Таких балов уж вам и не приснится, а мне

его не застят беды, ни долгоденствия лета.

 

VI. Саша

Москва узнала в феврале печальную ту весть.

А Саша их премилый был, престранный,

не так пригляден, может статься, но искры

снопами сыпались из глаз. Дикарь и увалень

чумазый, лет десяти невступно. Неловко

в плясы пустится с другими, потом еще

обидится на смех: губу надует, весь инда

покраснеет и сядет одинешенек в углу, и даже

бабка Марья Алексевна, бывало, и та не

вытащит любимца своего. Говаривала, что умен,

до книжек-то большой охотник, да порядком

урока не сдает.
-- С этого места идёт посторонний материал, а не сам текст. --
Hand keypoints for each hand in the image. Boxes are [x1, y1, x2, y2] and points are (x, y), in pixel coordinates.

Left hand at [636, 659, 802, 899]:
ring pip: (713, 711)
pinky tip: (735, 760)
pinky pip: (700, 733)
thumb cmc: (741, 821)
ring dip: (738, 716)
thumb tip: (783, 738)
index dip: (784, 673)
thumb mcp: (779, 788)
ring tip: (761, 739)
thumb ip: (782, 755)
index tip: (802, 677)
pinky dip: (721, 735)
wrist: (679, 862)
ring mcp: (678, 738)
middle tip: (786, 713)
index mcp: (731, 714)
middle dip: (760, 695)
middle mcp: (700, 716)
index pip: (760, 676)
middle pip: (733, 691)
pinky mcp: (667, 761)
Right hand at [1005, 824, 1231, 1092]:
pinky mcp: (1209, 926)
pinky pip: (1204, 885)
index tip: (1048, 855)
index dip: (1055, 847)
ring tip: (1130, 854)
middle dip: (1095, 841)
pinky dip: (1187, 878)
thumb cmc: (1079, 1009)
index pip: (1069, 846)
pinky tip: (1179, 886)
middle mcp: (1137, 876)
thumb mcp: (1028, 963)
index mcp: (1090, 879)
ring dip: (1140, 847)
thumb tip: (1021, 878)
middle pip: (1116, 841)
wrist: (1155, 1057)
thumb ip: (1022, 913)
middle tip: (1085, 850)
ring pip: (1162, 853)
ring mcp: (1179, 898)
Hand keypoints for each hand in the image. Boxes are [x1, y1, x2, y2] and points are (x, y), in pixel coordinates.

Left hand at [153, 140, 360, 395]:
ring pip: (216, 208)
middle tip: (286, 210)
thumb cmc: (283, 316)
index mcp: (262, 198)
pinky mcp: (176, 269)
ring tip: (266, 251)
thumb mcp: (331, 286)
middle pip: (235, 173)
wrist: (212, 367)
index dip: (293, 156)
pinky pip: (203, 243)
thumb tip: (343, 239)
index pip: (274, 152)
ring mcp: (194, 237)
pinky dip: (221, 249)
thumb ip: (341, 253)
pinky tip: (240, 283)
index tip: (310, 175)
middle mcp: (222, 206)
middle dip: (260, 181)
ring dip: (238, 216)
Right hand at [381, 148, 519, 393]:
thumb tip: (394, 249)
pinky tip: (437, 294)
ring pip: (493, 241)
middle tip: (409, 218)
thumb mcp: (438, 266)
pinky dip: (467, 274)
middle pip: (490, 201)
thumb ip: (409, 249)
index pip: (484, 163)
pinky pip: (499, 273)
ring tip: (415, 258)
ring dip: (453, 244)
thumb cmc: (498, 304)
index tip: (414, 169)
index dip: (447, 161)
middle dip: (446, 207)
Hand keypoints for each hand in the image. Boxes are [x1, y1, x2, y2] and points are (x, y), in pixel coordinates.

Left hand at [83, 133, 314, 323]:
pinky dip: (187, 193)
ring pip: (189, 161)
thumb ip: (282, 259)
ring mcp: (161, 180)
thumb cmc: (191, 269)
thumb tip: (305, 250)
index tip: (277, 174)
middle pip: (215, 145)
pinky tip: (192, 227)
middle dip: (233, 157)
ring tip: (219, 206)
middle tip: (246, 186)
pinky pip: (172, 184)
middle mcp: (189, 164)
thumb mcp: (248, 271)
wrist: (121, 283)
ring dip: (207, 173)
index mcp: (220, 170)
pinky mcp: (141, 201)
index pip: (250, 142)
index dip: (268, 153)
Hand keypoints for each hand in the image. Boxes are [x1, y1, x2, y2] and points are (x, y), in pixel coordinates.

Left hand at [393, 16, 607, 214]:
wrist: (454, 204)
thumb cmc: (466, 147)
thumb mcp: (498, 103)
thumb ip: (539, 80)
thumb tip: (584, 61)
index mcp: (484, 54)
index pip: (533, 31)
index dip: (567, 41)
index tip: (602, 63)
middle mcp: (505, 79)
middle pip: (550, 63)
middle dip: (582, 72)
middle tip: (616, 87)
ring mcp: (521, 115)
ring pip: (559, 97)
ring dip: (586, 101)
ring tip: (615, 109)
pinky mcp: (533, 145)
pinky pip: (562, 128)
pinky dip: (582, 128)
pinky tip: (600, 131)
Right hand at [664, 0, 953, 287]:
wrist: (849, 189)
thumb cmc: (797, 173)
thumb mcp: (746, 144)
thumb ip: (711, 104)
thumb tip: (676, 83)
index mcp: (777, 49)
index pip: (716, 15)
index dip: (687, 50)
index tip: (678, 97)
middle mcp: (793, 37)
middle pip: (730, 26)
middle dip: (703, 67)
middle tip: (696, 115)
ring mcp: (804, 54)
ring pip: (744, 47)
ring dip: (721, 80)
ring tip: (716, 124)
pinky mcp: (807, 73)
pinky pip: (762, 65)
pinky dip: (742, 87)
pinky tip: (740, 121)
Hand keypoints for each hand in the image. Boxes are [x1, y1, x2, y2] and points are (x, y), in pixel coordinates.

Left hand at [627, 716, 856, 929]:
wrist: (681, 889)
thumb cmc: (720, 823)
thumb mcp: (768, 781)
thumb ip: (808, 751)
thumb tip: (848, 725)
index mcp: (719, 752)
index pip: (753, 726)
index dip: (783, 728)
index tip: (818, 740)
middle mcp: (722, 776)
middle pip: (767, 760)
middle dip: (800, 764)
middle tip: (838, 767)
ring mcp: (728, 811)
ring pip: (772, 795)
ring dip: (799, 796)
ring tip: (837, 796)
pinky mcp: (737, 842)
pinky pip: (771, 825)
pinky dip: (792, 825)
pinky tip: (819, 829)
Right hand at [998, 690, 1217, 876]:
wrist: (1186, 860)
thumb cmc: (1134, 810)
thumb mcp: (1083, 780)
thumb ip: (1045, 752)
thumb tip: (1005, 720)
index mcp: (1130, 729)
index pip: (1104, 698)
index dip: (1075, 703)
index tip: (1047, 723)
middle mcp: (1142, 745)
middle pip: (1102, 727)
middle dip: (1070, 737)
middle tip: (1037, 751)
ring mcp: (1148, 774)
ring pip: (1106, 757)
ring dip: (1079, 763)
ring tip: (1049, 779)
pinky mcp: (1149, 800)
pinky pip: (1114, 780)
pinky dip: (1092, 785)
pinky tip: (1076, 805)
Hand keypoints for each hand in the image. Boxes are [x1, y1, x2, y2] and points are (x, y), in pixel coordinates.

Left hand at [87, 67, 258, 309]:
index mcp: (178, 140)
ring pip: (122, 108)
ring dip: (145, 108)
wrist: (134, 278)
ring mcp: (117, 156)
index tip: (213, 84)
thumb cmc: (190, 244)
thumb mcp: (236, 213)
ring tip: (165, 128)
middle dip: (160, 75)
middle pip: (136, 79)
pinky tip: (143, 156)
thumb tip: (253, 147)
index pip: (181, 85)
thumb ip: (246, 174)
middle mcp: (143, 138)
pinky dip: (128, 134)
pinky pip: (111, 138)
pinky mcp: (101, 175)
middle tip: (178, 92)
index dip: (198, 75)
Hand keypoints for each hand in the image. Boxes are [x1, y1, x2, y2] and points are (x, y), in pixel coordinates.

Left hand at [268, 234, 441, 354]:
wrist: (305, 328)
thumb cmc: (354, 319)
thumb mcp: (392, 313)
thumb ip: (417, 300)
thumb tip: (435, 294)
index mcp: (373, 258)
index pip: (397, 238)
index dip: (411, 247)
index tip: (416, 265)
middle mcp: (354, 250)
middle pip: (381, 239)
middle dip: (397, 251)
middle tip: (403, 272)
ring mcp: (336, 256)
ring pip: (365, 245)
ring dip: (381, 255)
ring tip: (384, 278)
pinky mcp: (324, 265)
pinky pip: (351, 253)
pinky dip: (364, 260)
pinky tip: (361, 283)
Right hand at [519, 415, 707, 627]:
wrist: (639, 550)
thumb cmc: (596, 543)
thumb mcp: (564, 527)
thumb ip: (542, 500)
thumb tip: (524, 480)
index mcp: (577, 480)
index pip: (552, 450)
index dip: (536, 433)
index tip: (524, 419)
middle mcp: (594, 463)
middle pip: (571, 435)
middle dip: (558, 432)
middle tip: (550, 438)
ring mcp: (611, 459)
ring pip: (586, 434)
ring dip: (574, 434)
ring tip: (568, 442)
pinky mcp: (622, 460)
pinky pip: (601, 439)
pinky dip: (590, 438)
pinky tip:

То не прогонишь играть

с детьми, то разойдется так, что не унять

ничем. Из крайности в другую бросается. Нет

середины. “Бог знает, как случится, но не

сносить (ты слово, Саша, помяни мое!) тебе

своей курчавой головы”. А рохля был какой и

замарашка! Не то что мальчик Грибоедов —

тот чистенький ходил, опрятный... Мамзелей

брали к ним, мусье, а жили весело, открыто

они за Разгуляем где-то. Там, у Елохова моста.

Весь дом вела безбедно сама старуха Ганнибал.

Как перебрались в Петербург, так года до

француза за полтора, я Марью Алексевну и

Пушкиных из виду уж потеряла навсегда.

 

1 Д. Благово.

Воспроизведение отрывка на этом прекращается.